▸ WHAT NEEDS TO BE DONE:
Which of the lines in the data mention the string "where"? List them all.

▸ DATA RECORDS:
******************************
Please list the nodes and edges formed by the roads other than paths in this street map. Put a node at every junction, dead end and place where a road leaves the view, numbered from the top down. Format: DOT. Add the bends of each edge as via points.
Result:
******************************
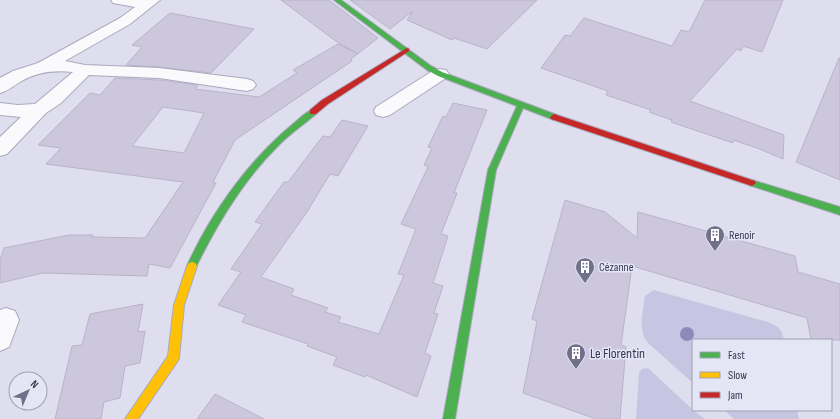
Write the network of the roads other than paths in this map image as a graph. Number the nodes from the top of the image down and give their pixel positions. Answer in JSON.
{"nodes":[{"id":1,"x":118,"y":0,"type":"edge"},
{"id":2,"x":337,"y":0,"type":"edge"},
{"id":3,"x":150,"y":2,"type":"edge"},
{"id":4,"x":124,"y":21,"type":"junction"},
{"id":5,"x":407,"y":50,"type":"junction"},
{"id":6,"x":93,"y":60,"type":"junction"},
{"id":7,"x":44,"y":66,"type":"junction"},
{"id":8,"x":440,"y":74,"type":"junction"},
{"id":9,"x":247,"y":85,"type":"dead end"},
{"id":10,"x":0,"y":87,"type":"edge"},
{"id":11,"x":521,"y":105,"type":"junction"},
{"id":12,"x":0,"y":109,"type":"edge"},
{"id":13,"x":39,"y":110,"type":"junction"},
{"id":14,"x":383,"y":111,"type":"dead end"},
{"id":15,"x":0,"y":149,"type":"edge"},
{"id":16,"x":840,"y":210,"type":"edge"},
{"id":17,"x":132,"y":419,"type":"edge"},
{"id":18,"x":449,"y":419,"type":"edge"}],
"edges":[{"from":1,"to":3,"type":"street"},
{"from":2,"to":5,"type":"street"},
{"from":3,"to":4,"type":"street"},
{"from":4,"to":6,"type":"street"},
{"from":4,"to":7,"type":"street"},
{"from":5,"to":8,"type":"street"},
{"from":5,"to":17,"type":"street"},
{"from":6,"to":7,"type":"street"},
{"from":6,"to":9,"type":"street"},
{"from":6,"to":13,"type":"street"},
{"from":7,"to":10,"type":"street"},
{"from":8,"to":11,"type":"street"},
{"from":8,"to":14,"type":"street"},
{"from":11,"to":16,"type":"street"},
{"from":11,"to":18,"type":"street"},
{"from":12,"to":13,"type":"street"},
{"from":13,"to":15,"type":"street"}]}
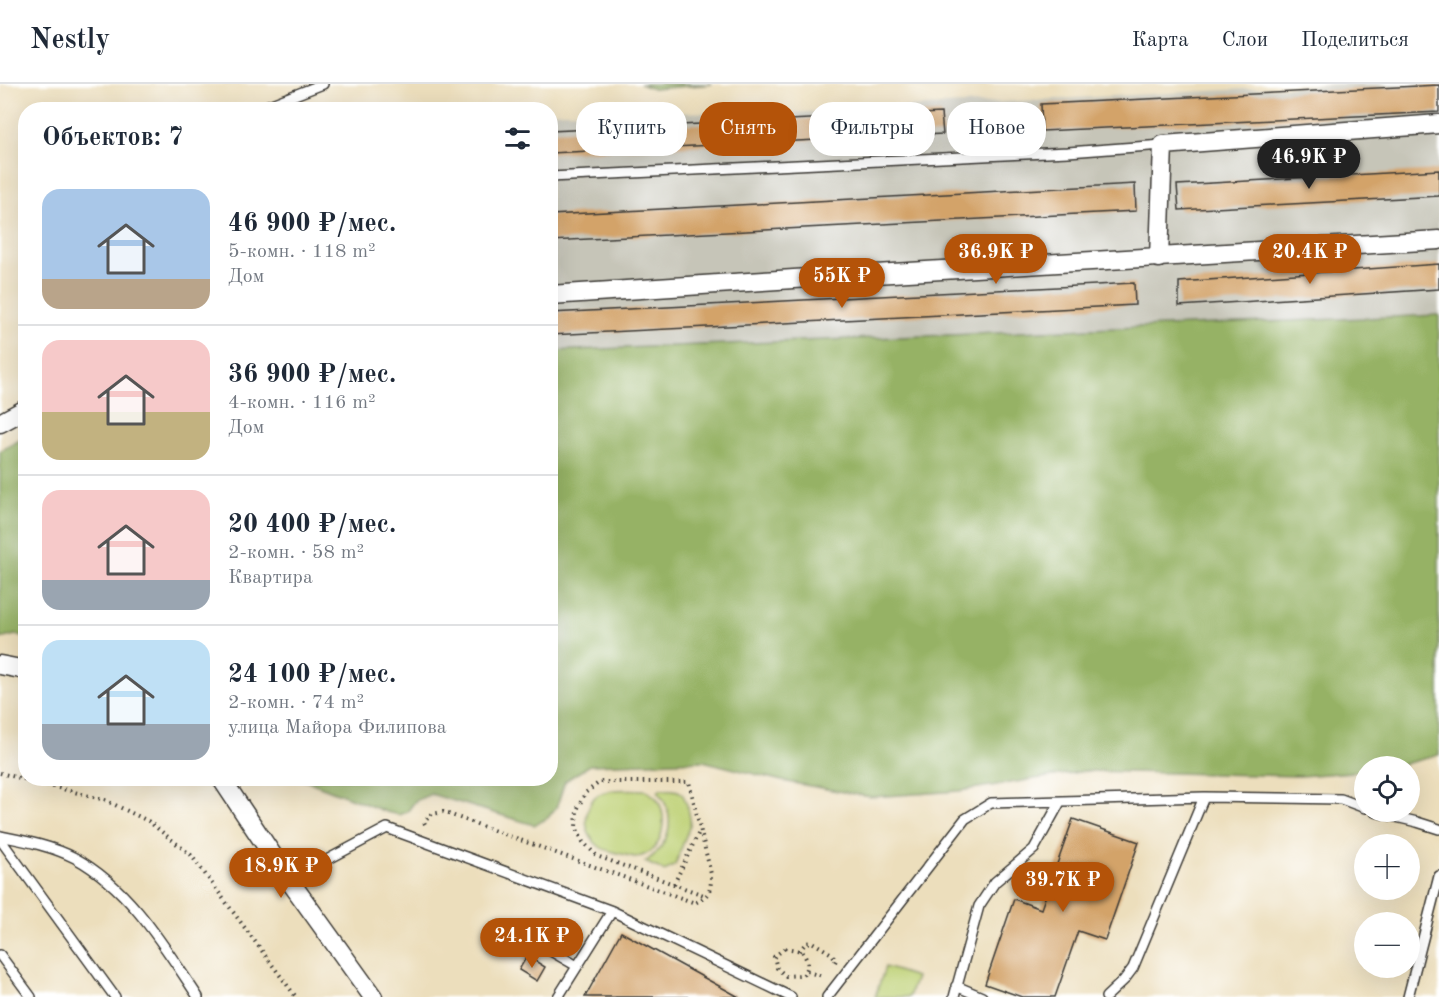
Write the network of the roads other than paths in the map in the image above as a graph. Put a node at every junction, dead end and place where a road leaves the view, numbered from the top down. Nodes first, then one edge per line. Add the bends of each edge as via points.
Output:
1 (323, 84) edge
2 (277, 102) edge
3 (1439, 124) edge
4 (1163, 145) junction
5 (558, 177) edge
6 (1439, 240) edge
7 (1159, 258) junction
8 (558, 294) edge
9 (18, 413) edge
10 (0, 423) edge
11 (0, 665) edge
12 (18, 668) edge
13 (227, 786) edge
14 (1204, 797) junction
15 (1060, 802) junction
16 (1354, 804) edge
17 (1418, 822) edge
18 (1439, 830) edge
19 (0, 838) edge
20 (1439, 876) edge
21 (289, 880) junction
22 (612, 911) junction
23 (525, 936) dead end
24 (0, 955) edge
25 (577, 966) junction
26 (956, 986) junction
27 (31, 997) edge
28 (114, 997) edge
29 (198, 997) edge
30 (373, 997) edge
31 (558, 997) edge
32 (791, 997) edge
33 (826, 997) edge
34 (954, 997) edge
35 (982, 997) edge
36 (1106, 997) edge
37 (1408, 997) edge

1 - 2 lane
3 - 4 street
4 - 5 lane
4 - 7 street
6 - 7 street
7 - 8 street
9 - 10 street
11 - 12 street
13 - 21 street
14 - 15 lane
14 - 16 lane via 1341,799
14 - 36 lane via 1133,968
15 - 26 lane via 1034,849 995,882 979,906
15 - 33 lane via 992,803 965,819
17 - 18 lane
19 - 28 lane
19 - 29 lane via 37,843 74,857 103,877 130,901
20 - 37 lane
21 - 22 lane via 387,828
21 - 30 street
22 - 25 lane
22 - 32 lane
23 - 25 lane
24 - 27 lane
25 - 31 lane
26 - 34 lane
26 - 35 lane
******************************
▸ ANSWER SECTION:
Please list the nodes and edges formed by the roads other than paths in this street map. Put a node at every junction, dead end and place where a road leaves the view, numbered from the top down. Format: DOT. Add the bends of each edge as via points.
Write the network of the roads other than paths in the map in the image above as a graph. Put a node at every junction, dead end and place where a road leaves the view, numbered from the top down. Nodes first, then one edge per line. Add the bends of each edge as via points.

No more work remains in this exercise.